= PROBLEM DESCRIPTION =
Which lines below contain "Matininkų"? Pull them out.

==== RECORDS FOR THIS TASK

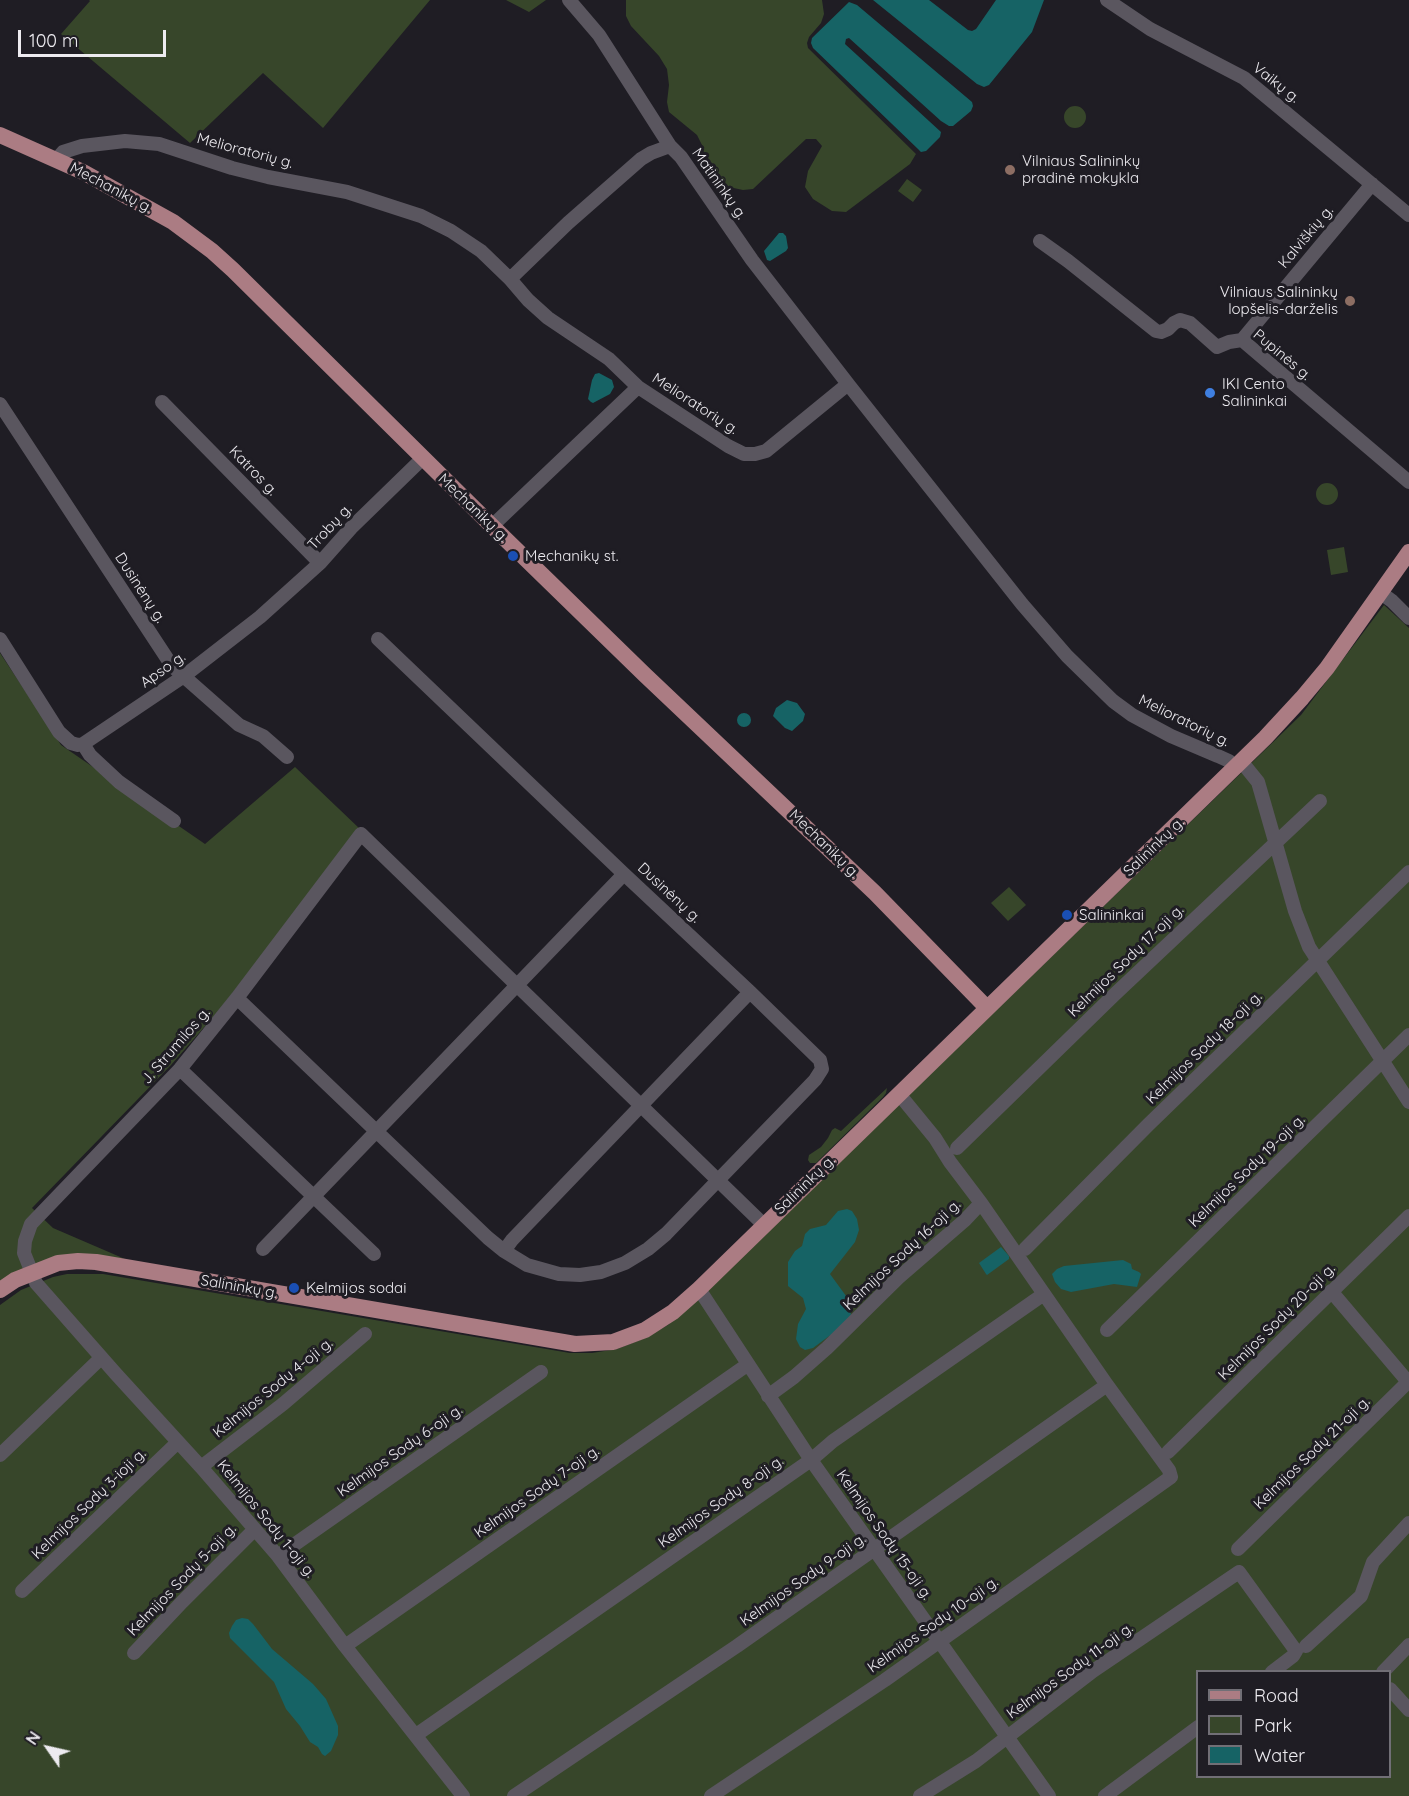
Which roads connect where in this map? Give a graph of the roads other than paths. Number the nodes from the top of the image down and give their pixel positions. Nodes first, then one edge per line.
1 (569, 0) edge
2 (1107, 0) edge
3 (0, 135) edge
4 (670, 146) junction
5 (57, 159) junction
6 (1372, 184) junction
7 (1409, 215) edge
8 (1040, 241) dead end
9 (510, 279) junction
10 (1242, 340) junction
11 (848, 384) junction
12 (638, 387) junction
13 (162, 402) dead end
14 (0, 404) edge
15 (423, 458) junction
16 (1409, 482) edge
17 (492, 526) junction
18 (1409, 552) edge
19 (320, 563) junction
20 (1381, 593) junction
21 (260, 617) joint
22 (1409, 618) edge
23 (0, 639) edge
24 (378, 639) dead end
25 (184, 676) junction
26 (83, 744) junction
27 (287, 757) dead end
28 (1238, 764) junction
29 (1320, 801) dead end
30 (174, 821) dead end
31 (1275, 842) junction
32 (1409, 873) edge
33 (624, 874) junction
34 (1318, 961) junction
35 (517, 986) junction
36 (750, 992) junction
37 (237, 998) junction
38 (987, 1008) junction
39 (1409, 1035) edge
40 (1383, 1061) junction
41 (180, 1069) junction
42 (899, 1094) junction
43 (1409, 1102) edge
44 (641, 1106) junction
45 (376, 1131) junction
46 (957, 1148) dead end
47 (718, 1180) junction
48 (314, 1196) junction
49 (981, 1203) junction
50 (1409, 1216) edge
51 (764, 1225) junction
52 (263, 1249) dead end
53 (1025, 1249) dead end
54 (504, 1251) junction
55 (374, 1254) dead end
56 (32, 1273) junction
57 (699, 1289) junction
58 (0, 1290) edge
59 (1331, 1291) junction
60 (1044, 1294) junction
61 (1107, 1330) dead end
62 (365, 1334) dead end
63 (101, 1358) junction
64 (747, 1365) junction
65 (541, 1372) dead end
66 (1409, 1382) edge
67 (1107, 1385) junction
68 (768, 1396) junction
69 (178, 1442) junction
70 (1168, 1452) dead end
71 (0, 1455) edge
72 (811, 1460) junction
73 (201, 1467) junction
74 (1409, 1523) edge
75 (254, 1530) junction
76 (875, 1549) junction
77 (1238, 1549) dead end
78 (278, 1556) junction
79 (22, 1590) dead end
80 (939, 1642) junction
81 (1409, 1645) edge
82 (345, 1646) junction
83 (1301, 1649) junction
84 (134, 1653) dead end
85 (1273, 1670) edge
86 (1384, 1670) edge
87 (1391, 1691) edge
88 (1409, 1710) edge
89 (1196, 1728) edge
90 (416, 1735) junction
91 (1007, 1738) junction
92 (463, 1796) edge
93 (514, 1796) edge
94 (711, 1796) edge
95 (920, 1796) edge
96 (1049, 1796) edge
97 (1105, 1796) edge

1 - 4 street, Matininkų g.
2 - 6 street, Vaikų g.
3 - 5 main road, Mechanikų g.
4 - 9 street
4 - 11 street, Matininkų g.
5 - 9 street, Melioratorių g.
5 - 15 main road, Mechanikų g.
6 - 7 street, Vaikų g.
6 - 10 street, Kalviškių g.
8 - 10 street, Pupinės g.
9 - 12 street, Melioratorių g.
10 - 16 street, Pupinės g.
11 - 12 street, Melioratorių g.
11 - 28 street, Melioratorių g.
12 - 17 street
13 - 19 street, Katros g.
14 - 25 street, Dusinėnų g.
15 - 17 main road, Mechanikų g.
15 - 19 street, Trobų g.
17 - 38 main road, Mechanikų g.
18 - 20 main road, Salininkų g.
19 - 21 street, Trobų g.
20 - 22 street
20 - 28 main road, Salininkų g.
21 - 25 street, Apso g.
23 - 26 street
24 - 33 street, Dusinėnų g.
25 - 26 street, Apso g.
25 - 27 street, Dusinėnų g.
26 - 30 street
28 - 31 street
28 - 38 main road, Salininkų g.
29 - 31 street, Kelmijos Sodų 17-oji g.
31 - 34 street
31 - 46 street, Kelmijos Sodų 17-oji g.
32 - 34 street, Kelmijos Sodų 18-oji g.
33 - 35 street
33 - 36 street, Dusinėnų g.
34 - 40 street
34 - 53 street, Kelmijos Sodų 18-oji g.
35 - 37 street, J. Strumilos g.
35 - 44 street
35 - 45 street
36 - 44 street
36 - 47 street, Dusinėnų g.
37 - 41 street, J. Strumilos g.
37 - 45 street, Dusinėnų g.
38 - 42 main road, Salininkų g.
39 - 40 street, Kelmijos Sodų 19-oji g.
40 - 43 street
40 - 61 street, Kelmijos Sodų 19-oji g.
41 - 48 street
41 - 56 street, J. Strumilos g.
42 - 49 street, Kelmijos Sodų 16-oji g.
42 - 51 main road, Salininkų g.
44 - 47 street
44 - 54 street
45 - 48 street
45 - 54 street, Dusinėnų g.
47 - 51 street
47 - 54 street, Dusinėnų g.
48 - 52 street
48 - 55 street
49 - 60 street
49 - 68 street, Kelmijos Sodų 16-oji g.
50 - 59 street, Kelmijos Sodų 20-oji g.
51 - 57 main road, Salininkų g.
56 - 57 main road, Salininkų g.
56 - 58 main road, Salininkų g.
56 - 63 street, Kelmijos Sodų 1-oji g.
57 - 64 street, Kelmijos Sodų 15-oji g.
59 - 66 street
59 - 70 street, Kelmijos Sodų 20-oji g.
60 - 67 street
60 - 72 street, Kelmijos Sodų 8-oji g.
62 - 73 street, Kelmijos Sodų 4-oji g.
63 - 69 street, Kelmijos Sodų 1-oji g.
63 - 71 street
64 - 68 street, Kelmijos Sodų 15-oji g.
64 - 82 street, Kelmijos Sodų 7-oji g.
65 - 78 street, Kelmijos Sodų 6-oji g.
66 - 77 street, Kelmijos Sodų 21-oji g.
67 - 76 street, Kelmijos Sodų 9-oji g.
67 - 80 street, Kelmijos Sodų 10-oji g.
68 - 72 street, Kelmijos Sodų 15-oji g.
69 - 73 street, Kelmijos Sodų 1-oji g.
69 - 79 street, Kelmijos Sodų 3-ioji g.
72 - 76 street, Kelmijos Sodų 15-oji g.
72 - 90 street, Kelmijos Sodų 8-oji g.
73 - 75 street, Kelmijos Sodų 1-oji g.
74 - 83 street
75 - 78 street, Kelmijos Sodų 1-oji g.
75 - 84 street, Kelmijos Sodų 5-oji g.
76 - 80 street, Kelmijos Sodų 15-oji g.
76 - 93 street, Kelmijos Sodų 9-oji g.
78 - 82 street, Kelmijos Sodų 1-oji g.
80 - 91 street, Kelmijos Sodų 15-oji g.
80 - 94 street, Kelmijos Sodų 10-oji g.
81 - 86 street
82 - 90 street, Kelmijos Sodų 1-oji g.
83 - 85 street
83 - 91 street, Kelmijos Sodų 11-oji g.
87 - 88 street
89 - 97 street
90 - 92 street, Kelmijos Sodų 1-oji g.
91 - 95 street, Kelmijos Sodų 11-oji g.
91 - 96 street, Kelmijos Sodų 15-oji g.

========

= THE COMPLETED TASK =
1 - 4 street, Matininkų g.
4 - 11 street, Matininkų g.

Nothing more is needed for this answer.